Google Caps Meta's Access to Gemini AI, Financial Times Reports

Google has placed restrictions on Meta's use of its enterprise-grade Gemini AI models, according to a Financial Times report cited by Bloomberg on 28 June 2026. The move limits how Meta — one of the largest AI developers in the world — can access Google's flagship foundation model offering, drawing a sharper line between two companies that are simultaneously partners, cloud customers, and direct competitors in the generative AI market.

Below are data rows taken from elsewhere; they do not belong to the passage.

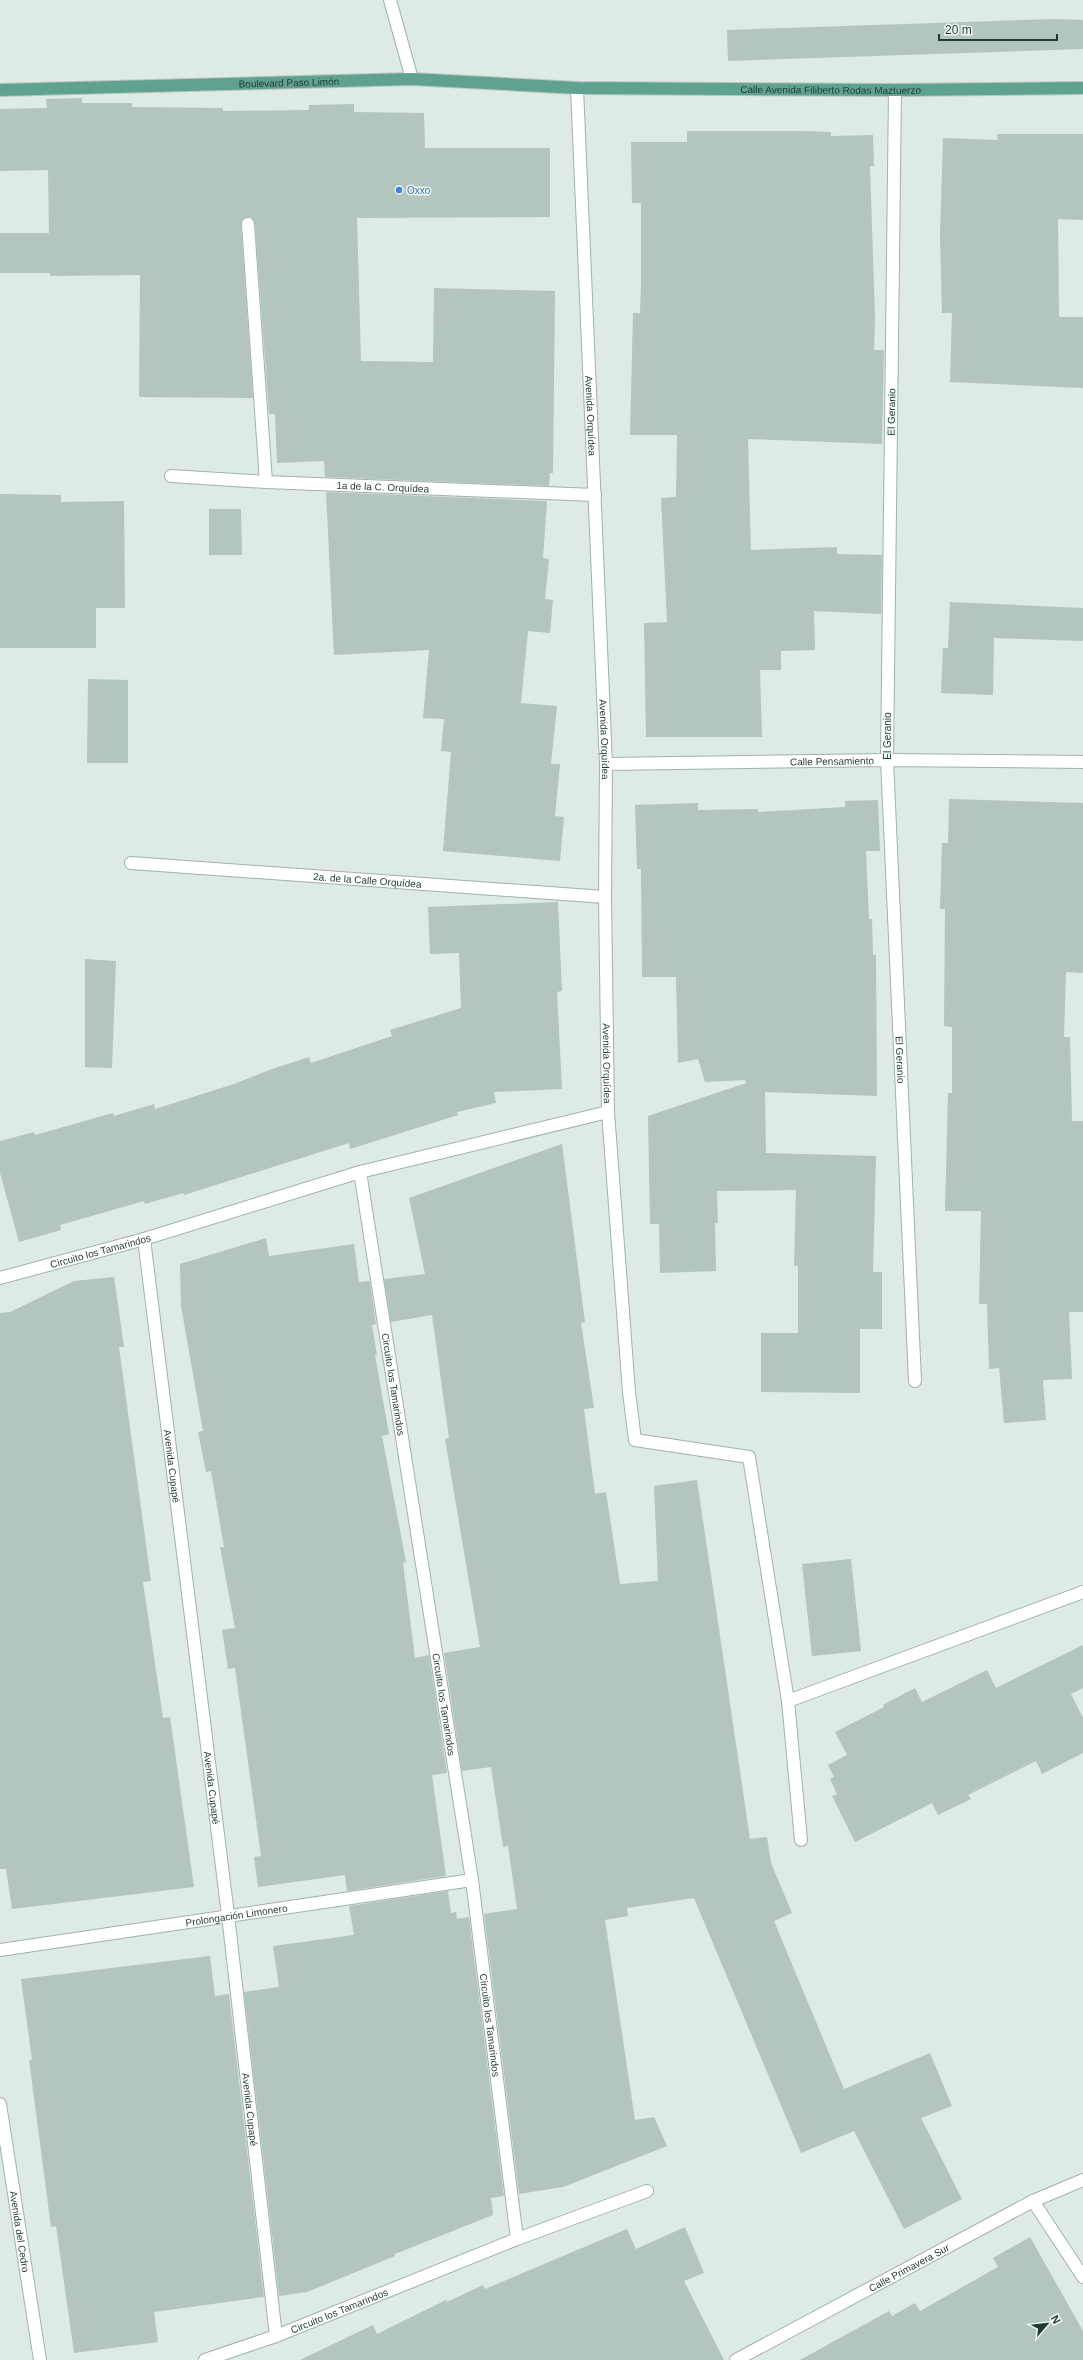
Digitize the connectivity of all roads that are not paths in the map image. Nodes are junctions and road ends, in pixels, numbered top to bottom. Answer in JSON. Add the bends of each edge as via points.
{"nodes":[{"id":1,"x":390,"y":0,"type":"edge"},
{"id":2,"x":412,"y":79,"type":"junction"},
{"id":3,"x":577,"y":88,"type":"junction"},
{"id":4,"x":1083,"y":88,"type":"edge"},
{"id":5,"x":0,"y":90,"type":"edge"},
{"id":6,"x":895,"y":90,"type":"junction"},
{"id":7,"x":248,"y":224,"type":"dead end"},
{"id":8,"x":171,"y":476,"type":"dead end"},
{"id":9,"x":266,"y":482,"type":"junction"},
{"id":10,"x":595,"y":496,"type":"junction"},
{"id":11,"x":887,"y":760,"type":"junction"},
{"id":12,"x":1083,"y":762,"type":"edge"},
{"id":13,"x":606,"y":764,"type":"junction"},
{"id":14,"x":130,"y":863,"type":"dead end"},
{"id":15,"x":605,"y":897,"type":"junction"},
{"id":16,"x":608,"y":1112,"type":"junction"},
{"id":17,"x":360,"y":1172,"type":"junction"},
{"id":18,"x":144,"y":1239,"type":"junction"},
{"id":19,"x":0,"y":1278,"type":"edge"},
{"id":20,"x":916,"y":1381,"type":"dead end"},
{"id":21,"x":1083,"y":1592,"type":"edge"},
{"id":22,"x":788,"y":1701,"type":"junction"},
{"id":23,"x":801,"y":1840,"type":"dead end"},
{"id":24,"x":472,"y":1880,"type":"junction"},
{"id":25,"x":228,"y":1915,"type":"junction"},
{"id":26,"x":0,"y":1950,"type":"edge"},
{"id":27,"x":0,"y":2104,"type":"edge"},
{"id":28,"x":1083,"y":2180,"type":"edge"},
{"id":29,"x":647,"y":2191,"type":"dead end"},
{"id":30,"x":1034,"y":2201,"type":"junction"},
{"id":31,"x":517,"y":2239,"type":"junction"},
{"id":32,"x":1083,"y":2277,"type":"edge"},
{"id":33,"x":276,"y":2336,"type":"junction"},
{"id":34,"x":40,"y":2360,"type":"edge"},
{"id":35,"x":206,"y":2360,"type":"edge"},
{"id":36,"x":736,"y":2360,"type":"edge"}],
"edges":[{"from":1,"to":2,"type":"street"},
{"from":2,"to":3,"type":"main road","name":"Boulevard Paso Limón"},
{"from":2,"to":5,"type":"main road","name":"Boulevard Paso Limón"},
{"from":3,"to":6,"type":"main road","name":"Calle Avenida Filiberto Rodas Maztuerzo"},
{"from":3,"to":10,"type":"street","name":"Avenida Orquídea"},
{"from":4,"to":6,"type":"main road","name":"Calle Avenida Filiberto Rodas Maztuerzo"},
{"from":6,"to":11,"type":"street","name":"El Geranio"},
{"from":7,"to":9,"type":"street"},
{"from":8,"to":9,"type":"street","name":"1a de la C. Orquídea"},
{"from":9,"to":10,"type":"street","name":"1a de la C. Orquídea"},
{"from":10,"to":13,"type":"street","name":"Avenida Orquídea"},
{"from":11,"to":12,"type":"street","name":"Calle Pensamiento"},
{"from":11,"to":13,"type":"street","name":"Calle Pensamiento"},
{"from":11,"to":20,"type":"street","name":"El Geranio"},
{"from":13,"to":15,"type":"street","name":"Avenida Orquídea"},
{"from":14,"to":15,"type":"street","name":"2a. de la Calle Orquídea"},
{"from":15,"to":16,"type":"street","name":"Avenida Orquídea"},
{"from":16,"to":17,"type":"street","name":"Circuito los Tamarindos"},
{"from":16,"to":22,"type":"street","name":"Avenida Orquídea","via":[[629,1392],[635,1440],[749,1457]]},
{"from":17,"to":18,"type":"street","name":"Circuito los Tamarindos"},
{"from":17,"to":24,"type":"street","name":"Circuito los Tamarindos"},
{"from":18,"to":19,"type":"street","name":"Circuito los Tamarindos"},
{"from":18,"to":25,"type":"street","name":"Avenida Cupapé"},
{"from":21,"to":22,"type":"street"},
{"from":22,"to":23,"type":"street"},
{"from":24,"to":25,"type":"street","name":"Prolongación Limonero"},
{"from":24,"to":31,"type":"street","name":"Circuito los Tamarindos"},
{"from":25,"to":26,"type":"street","name":"Prolongación Limonero"},
{"from":25,"to":33,"type":"street","name":"Avenida Cupapé"},
{"from":27,"to":34,"type":"street","name":"Avenida del Cedro"},
{"from":28,"to":30,"type":"street","name":"Calle Primavera Sur"},
{"from":29,"to":31,"type":"street","name":"Circuito los Tamarindos"},
{"from":30,"to":32,"type":"street"},
{"from":30,"to":36,"type":"street","name":"Calle Primavera Sur"},
{"from":31,"to":33,"type":"street","name":"Circuito los Tamarindos"},
{"from":33,"to":35,"type":"street","name":"Circuito los Tamarindos"}]}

The specifics of the restriction have not been fully disclosed publicly. What is known is that Google's enterprise Gemini model is deployed across multiple corporate customers, and that Meta was among those users. Google appears to have placed a ceiling on that access, though the precise mechanism — whether rate limits, capability tiers, contractual clauses, or an outright cutoff for particular use cases — has not been confirmed through official statements from either company as of this writing.
Why This Matters
Meta's own AI posture makes the restriction notable. The company is one of the most active developers and distributors of open foundation models: its Llama 3.1 405B, released in July 2024, is a large openly available model that competes directly with proprietary offerings from Google, OpenAI, and Anthropic. Meta simultaneously builds its own frontier models and, evidently, evaluates or uses commercial model APIs from competitors — a dual-track approach common in large organisations running internal AI programmes alongside procurement of external capabilities.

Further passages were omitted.